Witness the NBC report I linked above on the grand jury probe. While it purports to be a straight news story about the possibility of charges against the purveyors of the Russia hoax, it reads more like a defense brief to clear them of criminal wrongdoing, starting with a subhead that says, “Past probes, including two conducted by Republicans, found no such crimes.”

After announcing the probe in the first two paragraphs, most of the rest of the story throws shade on it:

— “A former senior national security official pointed out that multiple past reviews, including ones conducted by Republicans, found no such crimes.”
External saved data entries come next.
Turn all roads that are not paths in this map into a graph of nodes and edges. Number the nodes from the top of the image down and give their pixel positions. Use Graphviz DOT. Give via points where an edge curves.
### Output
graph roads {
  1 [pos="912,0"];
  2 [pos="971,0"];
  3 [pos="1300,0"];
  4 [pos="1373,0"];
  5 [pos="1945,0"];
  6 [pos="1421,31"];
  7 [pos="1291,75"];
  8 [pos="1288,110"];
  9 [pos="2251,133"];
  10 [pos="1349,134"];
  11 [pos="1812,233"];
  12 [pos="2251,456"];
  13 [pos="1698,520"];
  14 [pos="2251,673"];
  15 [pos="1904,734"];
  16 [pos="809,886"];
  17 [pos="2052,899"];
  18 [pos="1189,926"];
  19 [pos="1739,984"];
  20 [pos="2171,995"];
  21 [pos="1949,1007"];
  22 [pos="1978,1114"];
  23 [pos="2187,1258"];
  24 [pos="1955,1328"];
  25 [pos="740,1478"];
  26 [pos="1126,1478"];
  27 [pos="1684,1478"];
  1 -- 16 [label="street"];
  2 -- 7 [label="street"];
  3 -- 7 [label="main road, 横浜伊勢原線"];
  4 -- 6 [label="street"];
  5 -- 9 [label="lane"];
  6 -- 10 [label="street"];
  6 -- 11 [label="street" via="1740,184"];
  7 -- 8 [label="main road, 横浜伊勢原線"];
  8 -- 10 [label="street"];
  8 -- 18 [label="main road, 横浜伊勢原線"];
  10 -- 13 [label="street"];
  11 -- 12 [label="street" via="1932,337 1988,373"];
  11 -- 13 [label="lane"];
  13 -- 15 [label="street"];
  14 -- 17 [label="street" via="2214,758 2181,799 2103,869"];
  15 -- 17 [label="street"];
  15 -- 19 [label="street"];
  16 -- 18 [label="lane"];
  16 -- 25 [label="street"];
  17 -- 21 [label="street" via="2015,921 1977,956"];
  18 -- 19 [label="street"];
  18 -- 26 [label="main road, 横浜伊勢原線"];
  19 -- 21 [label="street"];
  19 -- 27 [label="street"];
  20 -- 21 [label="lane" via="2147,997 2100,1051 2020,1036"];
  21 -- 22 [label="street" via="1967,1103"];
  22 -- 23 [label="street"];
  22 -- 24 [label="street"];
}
— “Democratic lawmakers have accused the administration of seeking to distract attention from the Jeffrey Epstein case.”

— “Democrats contend that Gabbard’s talk of a treasonous Obama-era plot is patently false and a diversion.”

— “A 2020 bipartisan Senate Intelligence Committee review contradicted the idea that there was a conspiracy by Obama administration officials against Trump, finding significant evidence of Russian interference in the 2016 election.”

You get the idea. The media wants to dismiss Gabbard’s revelations about the origins of the Russia collusion hoax because most White House reporters were complicit in the hoax from the beginning.

Thanks to the First Amendment, neither NBC, nor CNN, nor MSNBC, nor the New York Times will ever be held accountable in a court of law for their part in propagating the fake collusion story. And so far, it appears that the Times and the Washington Post will never even have to return the Pulitzers they won in 2018 for whitewashing the phony evidence of collusion.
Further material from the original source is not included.